▶ TASK DIRECTIONS
Each record in the material below must be written out again exactly.

▶ SOURCE DATA
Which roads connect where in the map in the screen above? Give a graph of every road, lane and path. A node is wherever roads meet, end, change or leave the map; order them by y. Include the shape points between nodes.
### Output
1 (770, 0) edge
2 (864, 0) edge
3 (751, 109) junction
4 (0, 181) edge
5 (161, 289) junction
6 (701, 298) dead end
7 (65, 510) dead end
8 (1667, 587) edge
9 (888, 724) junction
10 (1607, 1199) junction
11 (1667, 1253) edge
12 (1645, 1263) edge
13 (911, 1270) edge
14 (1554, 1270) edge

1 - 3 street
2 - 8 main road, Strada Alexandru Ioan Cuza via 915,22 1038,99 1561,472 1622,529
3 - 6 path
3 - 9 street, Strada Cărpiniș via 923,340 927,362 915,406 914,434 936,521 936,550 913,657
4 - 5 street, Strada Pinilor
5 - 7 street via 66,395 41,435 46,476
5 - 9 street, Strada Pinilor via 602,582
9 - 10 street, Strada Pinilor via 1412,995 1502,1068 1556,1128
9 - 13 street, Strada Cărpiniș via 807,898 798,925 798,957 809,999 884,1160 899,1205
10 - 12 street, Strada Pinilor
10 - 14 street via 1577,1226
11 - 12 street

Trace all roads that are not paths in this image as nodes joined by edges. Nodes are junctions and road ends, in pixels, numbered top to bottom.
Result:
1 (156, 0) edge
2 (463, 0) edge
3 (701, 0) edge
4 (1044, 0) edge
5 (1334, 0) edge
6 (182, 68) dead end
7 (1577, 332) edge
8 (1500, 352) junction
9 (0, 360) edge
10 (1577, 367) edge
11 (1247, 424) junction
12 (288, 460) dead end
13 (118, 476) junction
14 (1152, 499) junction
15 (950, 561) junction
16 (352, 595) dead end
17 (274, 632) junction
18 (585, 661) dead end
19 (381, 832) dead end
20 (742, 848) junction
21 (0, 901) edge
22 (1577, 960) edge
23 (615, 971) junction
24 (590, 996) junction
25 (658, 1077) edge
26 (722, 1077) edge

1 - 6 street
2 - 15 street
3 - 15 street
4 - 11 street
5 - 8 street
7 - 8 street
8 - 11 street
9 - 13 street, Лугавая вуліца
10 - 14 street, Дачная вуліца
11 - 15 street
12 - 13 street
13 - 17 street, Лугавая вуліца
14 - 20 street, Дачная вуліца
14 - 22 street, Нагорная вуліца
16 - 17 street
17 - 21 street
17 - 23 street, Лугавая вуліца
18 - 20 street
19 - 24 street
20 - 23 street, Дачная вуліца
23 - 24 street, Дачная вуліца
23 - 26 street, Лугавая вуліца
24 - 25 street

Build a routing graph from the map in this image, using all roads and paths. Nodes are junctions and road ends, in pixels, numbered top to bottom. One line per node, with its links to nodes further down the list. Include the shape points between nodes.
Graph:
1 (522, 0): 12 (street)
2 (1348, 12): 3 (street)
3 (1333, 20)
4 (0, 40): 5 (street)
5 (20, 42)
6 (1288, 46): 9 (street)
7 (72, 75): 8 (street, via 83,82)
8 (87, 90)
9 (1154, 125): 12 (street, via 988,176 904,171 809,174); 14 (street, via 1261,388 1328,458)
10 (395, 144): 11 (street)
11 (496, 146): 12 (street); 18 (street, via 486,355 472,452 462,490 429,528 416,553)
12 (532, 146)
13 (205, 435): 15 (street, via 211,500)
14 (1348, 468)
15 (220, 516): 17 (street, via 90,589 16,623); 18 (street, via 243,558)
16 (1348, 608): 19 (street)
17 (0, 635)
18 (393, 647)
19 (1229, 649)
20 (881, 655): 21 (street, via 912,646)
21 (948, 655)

▶ RESULT
Which roads connect where in the map in the screen above? Give a graph of every road, lane and path. A node is wherever roads meet, end, change or leave the map; order them by y. Include the shape points between nodes.
### Output
1 (770, 0) edge
2 (864, 0) edge
3 (751, 109) junction
4 (0, 181) edge
5 (161, 289) junction
6 (701, 298) dead end
7 (65, 510) dead end
8 (1667, 587) edge
9 (888, 724) junction
10 (1607, 1199) junction
11 (1667, 1253) edge
12 (1645, 1263) edge
13 (911, 1270) edge
14 (1554, 1270) edge

1 - 3 street
2 - 8 main road, Strada Alexandru Ioan Cuza via 915,22 1038,99 1561,472 1622,529
3 - 6 path
3 - 9 street, Strada Cărpiniș via 923,340 927,362 915,406 914,434 936,521 936,550 913,657
4 - 5 street, Strada Pinilor
5 - 7 street via 66,395 41,435 46,476
5 - 9 street, Strada Pinilor via 602,582
9 - 10 street, Strada Pinilor via 1412,995 1502,1068 1556,1128
9 - 13 street, Strada Cărpiniș via 807,898 798,925 798,957 809,999 884,1160 899,1205
10 - 12 street, Strada Pinilor
10 - 14 street via 1577,1226
11 - 12 street

Trace all roads that are not paths in this image as nodes joined by edges. Nodes are junctions and road ends, in pixels, numbered top to bottom.
Result:
1 (156, 0) edge
2 (463, 0) edge
3 (701, 0) edge
4 (1044, 0) edge
5 (1334, 0) edge
6 (182, 68) dead end
7 (1577, 332) edge
8 (1500, 352) junction
9 (0, 360) edge
10 (1577, 367) edge
11 (1247, 424) junction
12 (288, 460) dead end
13 (118, 476) junction
14 (1152, 499) junction
15 (950, 561) junction
16 (352, 595) dead end
17 (274, 632) junction
18 (585, 661) dead end
19 (381, 832) dead end
20 (742, 848) junction
21 (0, 901) edge
22 (1577, 960) edge
23 (615, 971) junction
24 (590, 996) junction
25 (658, 1077) edge
26 (722, 1077) edge

1 - 6 street
2 - 15 street
3 - 15 street
4 - 11 street
5 - 8 street
7 - 8 street
8 - 11 street
9 - 13 street, Лугавая вуліца
10 - 14 street, Дачная вуліца
11 - 15 street
12 - 13 street
13 - 17 street, Лугавая вуліца
14 - 20 street, Дачная вуліца
14 - 22 street, Нагорная вуліца
16 - 17 street
17 - 21 street
17 - 23 street, Лугавая вуліца
18 - 20 street
19 - 24 street
20 - 23 street, Дачная вуліца
23 - 24 street, Дачная вуліца
23 - 26 street, Лугавая вуліца
24 - 25 street

Build a routing graph from the map in this image, using all roads and paths. Nodes are junctions and road ends, in pixels, numbered top to bottom. One line per node, with its links to nodes further down the list. Include the shape points between nodes.
Graph:
1 (522, 0): 12 (street)
2 (1348, 12): 3 (street)
3 (1333, 20)
4 (0, 40): 5 (street)
5 (20, 42)
6 (1288, 46): 9 (street)
7 (72, 75): 8 (street, via 83,82)
8 (87, 90)
9 (1154, 125): 12 (street, via 988,176 904,171 809,174); 14 (street, via 1261,388 1328,458)
10 (395, 144): 11 (street)
11 (496, 146): 12 (street); 18 (street, via 486,355 472,452 462,490 429,528 416,553)
12 (532, 146)
13 (205, 435): 15 (street, via 211,500)
14 (1348, 468)
15 (220, 516): 17 (street, via 90,589 16,623); 18 (street, via 243,558)
16 (1348, 608): 19 (street)
17 (0, 635)
18 (393, 647)
19 (1229, 649)
20 (881, 655): 21 (street, via 912,646)
21 (948, 655)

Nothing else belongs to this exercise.